> REQUIRED ACTION
All lines from the one with "Please list the" through the close of the records below are to be set down exactly, and no others.

+ + +

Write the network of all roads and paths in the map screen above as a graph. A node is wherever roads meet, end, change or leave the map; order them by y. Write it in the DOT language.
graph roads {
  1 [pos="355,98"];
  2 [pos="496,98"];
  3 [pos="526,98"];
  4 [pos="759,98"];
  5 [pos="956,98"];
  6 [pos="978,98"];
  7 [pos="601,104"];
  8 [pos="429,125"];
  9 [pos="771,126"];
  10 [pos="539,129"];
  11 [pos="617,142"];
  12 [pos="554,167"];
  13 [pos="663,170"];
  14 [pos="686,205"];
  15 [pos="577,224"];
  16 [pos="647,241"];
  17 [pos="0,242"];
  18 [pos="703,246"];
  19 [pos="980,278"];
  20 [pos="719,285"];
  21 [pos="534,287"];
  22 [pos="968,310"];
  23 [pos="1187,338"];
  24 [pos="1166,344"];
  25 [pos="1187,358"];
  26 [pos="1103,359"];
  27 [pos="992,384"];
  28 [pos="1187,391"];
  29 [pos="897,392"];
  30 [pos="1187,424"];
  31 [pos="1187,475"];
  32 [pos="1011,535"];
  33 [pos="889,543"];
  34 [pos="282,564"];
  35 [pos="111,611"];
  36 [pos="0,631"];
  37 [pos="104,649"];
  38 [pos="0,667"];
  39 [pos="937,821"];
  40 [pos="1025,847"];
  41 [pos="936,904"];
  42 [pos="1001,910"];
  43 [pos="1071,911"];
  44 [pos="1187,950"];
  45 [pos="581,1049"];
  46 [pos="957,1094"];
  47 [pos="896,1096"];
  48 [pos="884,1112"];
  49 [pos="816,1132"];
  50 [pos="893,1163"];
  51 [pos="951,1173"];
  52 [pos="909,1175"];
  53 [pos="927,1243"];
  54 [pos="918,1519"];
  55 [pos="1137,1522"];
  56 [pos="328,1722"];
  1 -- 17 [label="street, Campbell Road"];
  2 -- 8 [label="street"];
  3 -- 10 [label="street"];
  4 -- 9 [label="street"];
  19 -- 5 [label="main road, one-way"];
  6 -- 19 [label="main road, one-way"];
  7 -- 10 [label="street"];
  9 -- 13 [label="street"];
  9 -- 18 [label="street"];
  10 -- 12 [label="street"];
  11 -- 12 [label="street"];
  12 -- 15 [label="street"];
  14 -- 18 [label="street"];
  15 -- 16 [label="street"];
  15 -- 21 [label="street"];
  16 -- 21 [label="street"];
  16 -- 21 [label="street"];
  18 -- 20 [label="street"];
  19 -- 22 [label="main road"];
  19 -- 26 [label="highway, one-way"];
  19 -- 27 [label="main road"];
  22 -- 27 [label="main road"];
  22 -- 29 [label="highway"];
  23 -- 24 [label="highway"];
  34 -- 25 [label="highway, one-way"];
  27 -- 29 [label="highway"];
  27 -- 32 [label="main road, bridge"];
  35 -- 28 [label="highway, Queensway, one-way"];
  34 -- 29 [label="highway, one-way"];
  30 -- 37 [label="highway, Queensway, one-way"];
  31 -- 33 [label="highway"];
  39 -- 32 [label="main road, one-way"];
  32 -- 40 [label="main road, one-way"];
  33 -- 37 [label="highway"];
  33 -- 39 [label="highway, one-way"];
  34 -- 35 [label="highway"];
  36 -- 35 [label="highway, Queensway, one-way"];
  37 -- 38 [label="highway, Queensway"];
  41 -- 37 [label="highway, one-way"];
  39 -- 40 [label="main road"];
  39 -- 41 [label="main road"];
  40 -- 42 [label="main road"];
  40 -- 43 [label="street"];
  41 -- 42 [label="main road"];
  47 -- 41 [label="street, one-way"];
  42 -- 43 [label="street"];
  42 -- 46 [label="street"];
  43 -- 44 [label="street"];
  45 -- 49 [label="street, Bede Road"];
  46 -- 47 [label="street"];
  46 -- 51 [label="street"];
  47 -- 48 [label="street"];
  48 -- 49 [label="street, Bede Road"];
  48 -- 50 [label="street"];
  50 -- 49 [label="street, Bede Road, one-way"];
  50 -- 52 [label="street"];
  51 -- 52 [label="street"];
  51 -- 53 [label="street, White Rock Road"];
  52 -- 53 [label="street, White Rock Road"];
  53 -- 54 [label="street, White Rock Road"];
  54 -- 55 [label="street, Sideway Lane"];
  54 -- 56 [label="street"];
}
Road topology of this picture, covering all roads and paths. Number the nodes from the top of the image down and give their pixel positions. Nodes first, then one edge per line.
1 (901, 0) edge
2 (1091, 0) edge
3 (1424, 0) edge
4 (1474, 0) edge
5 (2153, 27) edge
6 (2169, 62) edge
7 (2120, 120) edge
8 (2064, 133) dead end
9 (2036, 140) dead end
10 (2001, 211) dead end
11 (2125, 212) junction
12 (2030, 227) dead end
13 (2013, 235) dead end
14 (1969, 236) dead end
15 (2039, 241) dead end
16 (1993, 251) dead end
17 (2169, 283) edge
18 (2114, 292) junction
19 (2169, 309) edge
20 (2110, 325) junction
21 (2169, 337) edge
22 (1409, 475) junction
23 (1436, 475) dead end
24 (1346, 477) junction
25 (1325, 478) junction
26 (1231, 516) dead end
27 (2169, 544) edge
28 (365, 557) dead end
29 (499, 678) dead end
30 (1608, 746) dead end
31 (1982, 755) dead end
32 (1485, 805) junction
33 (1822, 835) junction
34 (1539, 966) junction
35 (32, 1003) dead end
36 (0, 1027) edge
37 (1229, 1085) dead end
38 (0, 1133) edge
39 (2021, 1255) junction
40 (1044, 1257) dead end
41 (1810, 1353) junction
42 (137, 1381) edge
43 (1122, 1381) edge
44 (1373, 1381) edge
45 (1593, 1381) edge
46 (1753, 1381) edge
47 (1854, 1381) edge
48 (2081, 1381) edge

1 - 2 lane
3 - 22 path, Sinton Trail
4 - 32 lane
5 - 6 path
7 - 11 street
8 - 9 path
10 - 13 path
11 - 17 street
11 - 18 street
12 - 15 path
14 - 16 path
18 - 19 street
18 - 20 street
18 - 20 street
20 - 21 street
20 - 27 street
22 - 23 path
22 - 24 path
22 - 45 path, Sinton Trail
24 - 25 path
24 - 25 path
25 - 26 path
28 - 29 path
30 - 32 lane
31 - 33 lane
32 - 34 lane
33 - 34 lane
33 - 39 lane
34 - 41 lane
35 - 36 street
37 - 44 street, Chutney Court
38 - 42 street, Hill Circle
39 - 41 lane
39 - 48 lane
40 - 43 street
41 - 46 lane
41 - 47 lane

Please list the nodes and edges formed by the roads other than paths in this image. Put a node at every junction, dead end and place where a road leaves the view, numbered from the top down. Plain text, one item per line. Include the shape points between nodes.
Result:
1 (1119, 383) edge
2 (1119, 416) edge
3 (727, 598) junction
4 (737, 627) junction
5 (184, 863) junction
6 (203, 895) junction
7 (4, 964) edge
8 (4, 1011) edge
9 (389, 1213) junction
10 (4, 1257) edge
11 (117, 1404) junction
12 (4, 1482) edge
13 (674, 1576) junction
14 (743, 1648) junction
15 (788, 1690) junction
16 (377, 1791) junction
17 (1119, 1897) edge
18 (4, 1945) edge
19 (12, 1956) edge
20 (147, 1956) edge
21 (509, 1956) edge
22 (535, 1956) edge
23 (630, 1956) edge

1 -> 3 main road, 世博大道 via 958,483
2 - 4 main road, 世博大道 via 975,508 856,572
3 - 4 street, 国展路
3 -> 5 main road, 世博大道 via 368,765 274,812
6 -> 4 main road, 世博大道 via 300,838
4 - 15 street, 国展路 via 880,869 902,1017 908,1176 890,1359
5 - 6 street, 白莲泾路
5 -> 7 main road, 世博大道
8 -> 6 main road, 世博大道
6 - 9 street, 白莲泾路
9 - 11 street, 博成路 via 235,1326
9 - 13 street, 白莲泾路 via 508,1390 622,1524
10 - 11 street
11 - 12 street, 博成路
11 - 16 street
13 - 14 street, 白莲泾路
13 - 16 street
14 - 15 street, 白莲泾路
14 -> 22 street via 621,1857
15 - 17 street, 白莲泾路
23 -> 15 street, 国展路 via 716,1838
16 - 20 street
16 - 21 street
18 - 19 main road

+ + +

> TASK RESPONSE
Please list the nodes and edges formed by the roads other than paths in this image. Put a node at every junction, dead end and place where a road leaves the view, numbered from the top down. Plain text, one item per line. Include the shape points between nodes.
Result:
1 (1119, 383) edge
2 (1119, 416) edge
3 (727, 598) junction
4 (737, 627) junction
5 (184, 863) junction
6 (203, 895) junction
7 (4, 964) edge
8 (4, 1011) edge
9 (389, 1213) junction
10 (4, 1257) edge
11 (117, 1404) junction
12 (4, 1482) edge
13 (674, 1576) junction
14 (743, 1648) junction
15 (788, 1690) junction
16 (377, 1791) junction
17 (1119, 1897) edge
18 (4, 1945) edge
19 (12, 1956) edge
20 (147, 1956) edge
21 (509, 1956) edge
22 (535, 1956) edge
23 (630, 1956) edge

1 -> 3 main road, 世博大道 via 958,483
2 - 4 main road, 世博大道 via 975,508 856,572
3 - 4 street, 国展路
3 -> 5 main road, 世博大道 via 368,765 274,812
6 -> 4 main road, 世博大道 via 300,838
4 - 15 street, 国展路 via 880,869 902,1017 908,1176 890,1359
5 - 6 street, 白莲泾路
5 -> 7 main road, 世博大道
8 -> 6 main road, 世博大道
6 - 9 street, 白莲泾路
9 - 11 street, 博成路 via 235,1326
9 - 13 street, 白莲泾路 via 508,1390 622,1524
10 - 11 street
11 - 12 street, 博成路
11 - 16 street
13 - 14 street, 白莲泾路
13 - 16 street
14 - 15 street, 白莲泾路
14 -> 22 street via 621,1857
15 - 17 street, 白莲泾路
23 -> 15 street, 国展路 via 716,1838
16 - 20 street
16 - 21 street
18 - 19 main road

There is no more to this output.